In these records, how many lines contain "North"? Please reply with the number only.

-------- DATA FOR PROCESSING

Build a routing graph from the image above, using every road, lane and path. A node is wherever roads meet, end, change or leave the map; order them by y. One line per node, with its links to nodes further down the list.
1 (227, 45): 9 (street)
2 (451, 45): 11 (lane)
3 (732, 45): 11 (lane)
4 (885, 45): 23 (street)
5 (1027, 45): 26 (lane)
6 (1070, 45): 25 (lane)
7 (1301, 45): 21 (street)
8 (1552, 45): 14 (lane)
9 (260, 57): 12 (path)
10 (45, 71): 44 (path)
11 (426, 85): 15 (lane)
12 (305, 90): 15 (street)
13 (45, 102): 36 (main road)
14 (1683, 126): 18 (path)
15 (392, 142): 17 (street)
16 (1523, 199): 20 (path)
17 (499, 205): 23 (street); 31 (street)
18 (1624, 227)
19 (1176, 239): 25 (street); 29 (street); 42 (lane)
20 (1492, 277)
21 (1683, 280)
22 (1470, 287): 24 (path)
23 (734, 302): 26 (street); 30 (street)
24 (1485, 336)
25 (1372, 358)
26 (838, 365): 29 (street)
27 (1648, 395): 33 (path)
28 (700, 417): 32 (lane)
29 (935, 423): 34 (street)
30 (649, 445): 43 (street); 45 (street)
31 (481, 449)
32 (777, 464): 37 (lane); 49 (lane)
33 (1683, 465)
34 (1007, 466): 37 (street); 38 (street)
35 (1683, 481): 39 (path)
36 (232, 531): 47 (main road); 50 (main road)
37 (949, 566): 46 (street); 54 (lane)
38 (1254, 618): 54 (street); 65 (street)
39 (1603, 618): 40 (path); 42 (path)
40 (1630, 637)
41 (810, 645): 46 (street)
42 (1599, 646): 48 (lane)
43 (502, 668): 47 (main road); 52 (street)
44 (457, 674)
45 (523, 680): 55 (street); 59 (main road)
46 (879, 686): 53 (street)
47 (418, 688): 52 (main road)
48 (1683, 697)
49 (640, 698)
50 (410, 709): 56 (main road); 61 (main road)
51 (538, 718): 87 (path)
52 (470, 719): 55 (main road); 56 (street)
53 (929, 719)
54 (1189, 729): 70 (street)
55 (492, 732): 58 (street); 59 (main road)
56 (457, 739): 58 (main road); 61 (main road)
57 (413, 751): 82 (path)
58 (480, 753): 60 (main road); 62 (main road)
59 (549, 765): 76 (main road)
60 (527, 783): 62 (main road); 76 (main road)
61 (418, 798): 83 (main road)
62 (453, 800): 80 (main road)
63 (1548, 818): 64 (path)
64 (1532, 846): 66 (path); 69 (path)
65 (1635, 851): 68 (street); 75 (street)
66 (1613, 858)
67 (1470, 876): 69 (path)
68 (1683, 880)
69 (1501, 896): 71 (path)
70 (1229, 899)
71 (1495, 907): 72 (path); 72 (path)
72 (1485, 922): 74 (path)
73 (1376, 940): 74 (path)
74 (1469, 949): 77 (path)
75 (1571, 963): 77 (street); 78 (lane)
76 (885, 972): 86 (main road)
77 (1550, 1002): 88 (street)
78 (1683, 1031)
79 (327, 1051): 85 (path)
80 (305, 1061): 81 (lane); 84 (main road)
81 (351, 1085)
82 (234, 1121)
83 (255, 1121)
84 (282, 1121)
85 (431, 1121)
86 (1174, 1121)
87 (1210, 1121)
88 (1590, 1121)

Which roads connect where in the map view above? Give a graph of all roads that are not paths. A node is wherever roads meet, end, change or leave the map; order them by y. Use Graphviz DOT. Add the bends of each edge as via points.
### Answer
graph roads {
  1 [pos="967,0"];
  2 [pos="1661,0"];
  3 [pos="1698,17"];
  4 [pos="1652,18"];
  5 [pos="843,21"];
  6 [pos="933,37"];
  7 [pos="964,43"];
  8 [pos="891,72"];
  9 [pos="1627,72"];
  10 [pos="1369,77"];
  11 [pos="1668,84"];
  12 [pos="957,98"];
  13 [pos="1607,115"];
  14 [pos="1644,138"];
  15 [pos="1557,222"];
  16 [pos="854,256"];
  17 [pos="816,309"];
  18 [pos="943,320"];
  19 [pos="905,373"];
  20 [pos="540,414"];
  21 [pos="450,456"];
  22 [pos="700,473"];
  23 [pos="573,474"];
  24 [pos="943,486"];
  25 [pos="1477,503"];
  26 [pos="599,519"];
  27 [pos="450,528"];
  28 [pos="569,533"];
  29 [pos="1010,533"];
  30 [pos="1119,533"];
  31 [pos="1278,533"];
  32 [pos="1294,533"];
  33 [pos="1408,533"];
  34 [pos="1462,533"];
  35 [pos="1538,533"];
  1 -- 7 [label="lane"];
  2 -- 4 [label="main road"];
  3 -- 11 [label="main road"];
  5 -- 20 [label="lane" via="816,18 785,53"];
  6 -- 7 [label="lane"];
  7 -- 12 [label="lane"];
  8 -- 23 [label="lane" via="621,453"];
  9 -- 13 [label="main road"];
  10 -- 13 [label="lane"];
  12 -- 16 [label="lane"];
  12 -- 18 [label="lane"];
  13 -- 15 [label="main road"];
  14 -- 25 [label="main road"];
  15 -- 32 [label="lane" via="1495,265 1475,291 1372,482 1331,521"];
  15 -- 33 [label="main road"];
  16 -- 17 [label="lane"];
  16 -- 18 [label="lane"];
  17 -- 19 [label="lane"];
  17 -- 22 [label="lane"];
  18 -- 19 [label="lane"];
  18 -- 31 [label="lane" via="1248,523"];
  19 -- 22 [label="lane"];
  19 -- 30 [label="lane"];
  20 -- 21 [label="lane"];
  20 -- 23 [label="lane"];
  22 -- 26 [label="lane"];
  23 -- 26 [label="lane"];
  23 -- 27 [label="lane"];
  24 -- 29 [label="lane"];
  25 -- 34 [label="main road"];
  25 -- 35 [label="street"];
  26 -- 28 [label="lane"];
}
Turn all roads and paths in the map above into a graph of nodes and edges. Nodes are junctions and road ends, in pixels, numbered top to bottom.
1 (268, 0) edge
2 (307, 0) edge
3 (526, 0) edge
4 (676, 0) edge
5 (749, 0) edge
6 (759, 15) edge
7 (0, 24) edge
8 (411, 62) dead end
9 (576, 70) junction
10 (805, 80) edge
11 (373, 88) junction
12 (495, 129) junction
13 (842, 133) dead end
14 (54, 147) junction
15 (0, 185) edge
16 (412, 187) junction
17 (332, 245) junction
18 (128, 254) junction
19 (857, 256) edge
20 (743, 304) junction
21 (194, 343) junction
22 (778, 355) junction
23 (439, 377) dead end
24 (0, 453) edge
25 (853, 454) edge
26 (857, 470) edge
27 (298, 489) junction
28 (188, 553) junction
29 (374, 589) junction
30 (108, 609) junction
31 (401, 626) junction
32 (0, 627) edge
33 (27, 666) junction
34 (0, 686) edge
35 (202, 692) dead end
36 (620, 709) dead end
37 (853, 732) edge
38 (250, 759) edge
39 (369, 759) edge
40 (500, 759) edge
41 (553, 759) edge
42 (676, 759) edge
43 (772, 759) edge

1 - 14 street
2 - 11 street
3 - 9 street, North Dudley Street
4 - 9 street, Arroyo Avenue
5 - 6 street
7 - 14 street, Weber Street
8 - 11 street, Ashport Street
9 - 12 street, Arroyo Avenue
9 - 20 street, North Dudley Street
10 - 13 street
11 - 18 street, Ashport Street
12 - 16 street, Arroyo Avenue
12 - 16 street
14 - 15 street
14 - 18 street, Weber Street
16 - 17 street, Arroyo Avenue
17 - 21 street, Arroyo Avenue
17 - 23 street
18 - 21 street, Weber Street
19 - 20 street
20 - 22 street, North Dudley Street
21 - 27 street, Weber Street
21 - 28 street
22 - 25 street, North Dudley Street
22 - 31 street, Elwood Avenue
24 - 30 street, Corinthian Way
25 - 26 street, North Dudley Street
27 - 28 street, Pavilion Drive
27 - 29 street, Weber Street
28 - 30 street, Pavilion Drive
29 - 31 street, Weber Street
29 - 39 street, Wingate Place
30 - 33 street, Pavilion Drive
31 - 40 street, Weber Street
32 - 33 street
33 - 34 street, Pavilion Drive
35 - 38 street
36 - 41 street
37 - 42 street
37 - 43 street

----------------

ANSWER BOX -> 5